:: Task item ::
What is needed is an exact transcription of every record, minus the pictures.

:: Available data ::
╭──
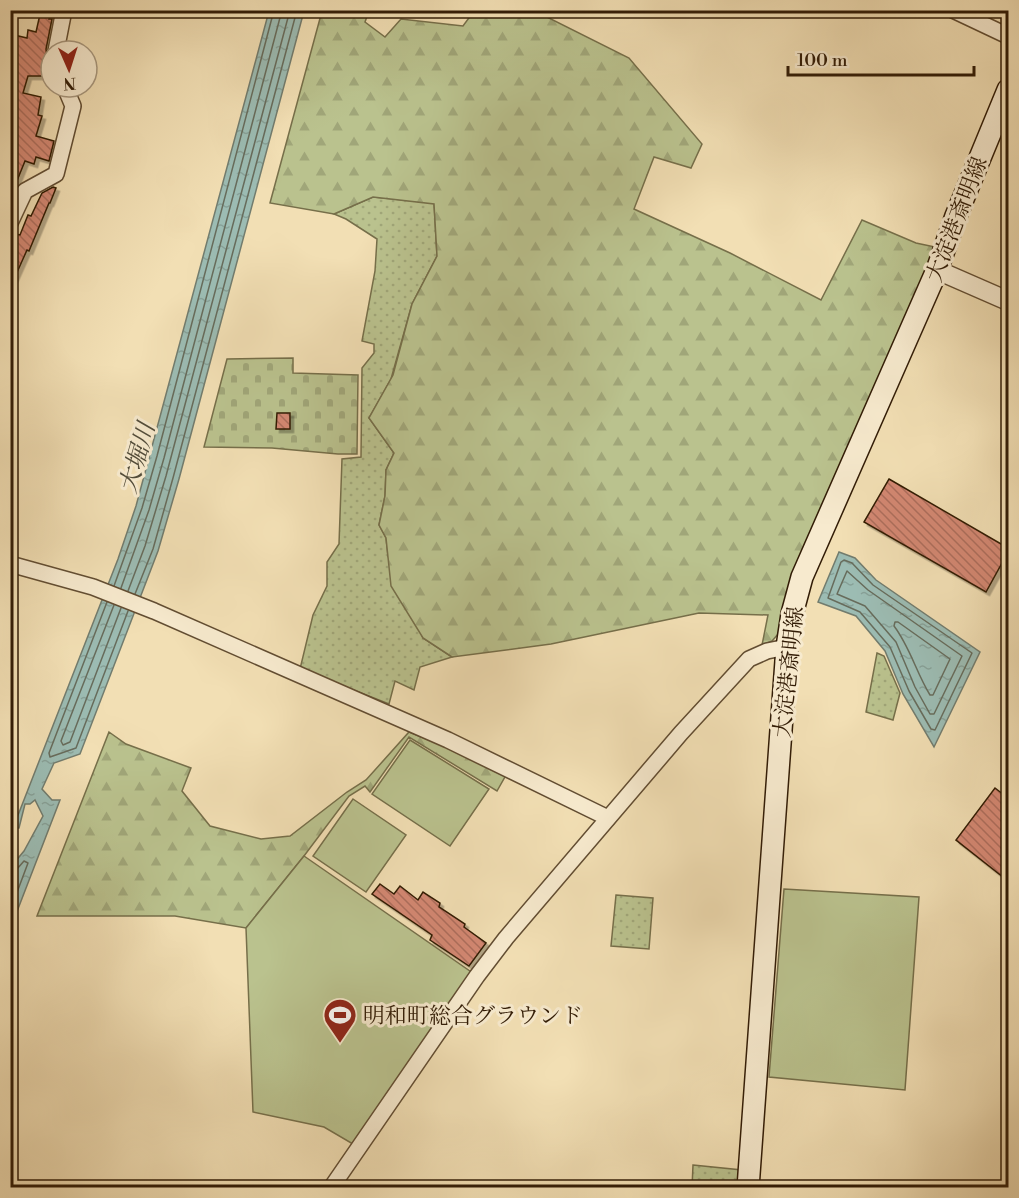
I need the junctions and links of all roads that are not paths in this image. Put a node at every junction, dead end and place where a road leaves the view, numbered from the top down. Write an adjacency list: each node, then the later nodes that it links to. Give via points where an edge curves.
1 (64, 10): 4 (street)
2 (952, 10): 3 (street)
3 (1008, 36)
4 (58, 39)
5 (1008, 90): 8 (main road, 大淀港斎明線)
6 (70, 99): 7 (street, via 73,106 56,174 24,191)
7 (10, 223)
8 (937, 270): 9 (street); 11 (main road, 大淀港斎明線, via 802,577)
9 (1008, 301)
10 (10, 564): 12 (street, via 93,587 149,608 448,740)
11 (787, 647): 12 (street, via 749,658); 14 (main road, 大淀港斎明線)
12 (608, 818): 13 (street, via 477,975)
13 (331, 1188)
14 (748, 1188)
╰──
:: Response box ::
I need the junctions and links of all roads that are not paths in this image. Put a node at every junction, dead end and place where a road leaves the view, numbered from the top down. Write an adjacency list: each node, then the later nodes that it links to. Give via points where an edge curves.
1 (64, 10): 4 (street)
2 (952, 10): 3 (street)
3 (1008, 36)
4 (58, 39)
5 (1008, 90): 8 (main road, 大淀港斎明線)
6 (70, 99): 7 (street, via 73,106 56,174 24,191)
7 (10, 223)
8 (937, 270): 9 (street); 11 (main road, 大淀港斎明線, via 802,577)
9 (1008, 301)
10 (10, 564): 12 (street, via 93,587 149,608 448,740)
11 (787, 647): 12 (street, via 749,658); 14 (main road, 大淀港斎明線)
12 (608, 818): 13 (street, via 477,975)
13 (331, 1188)
14 (748, 1188)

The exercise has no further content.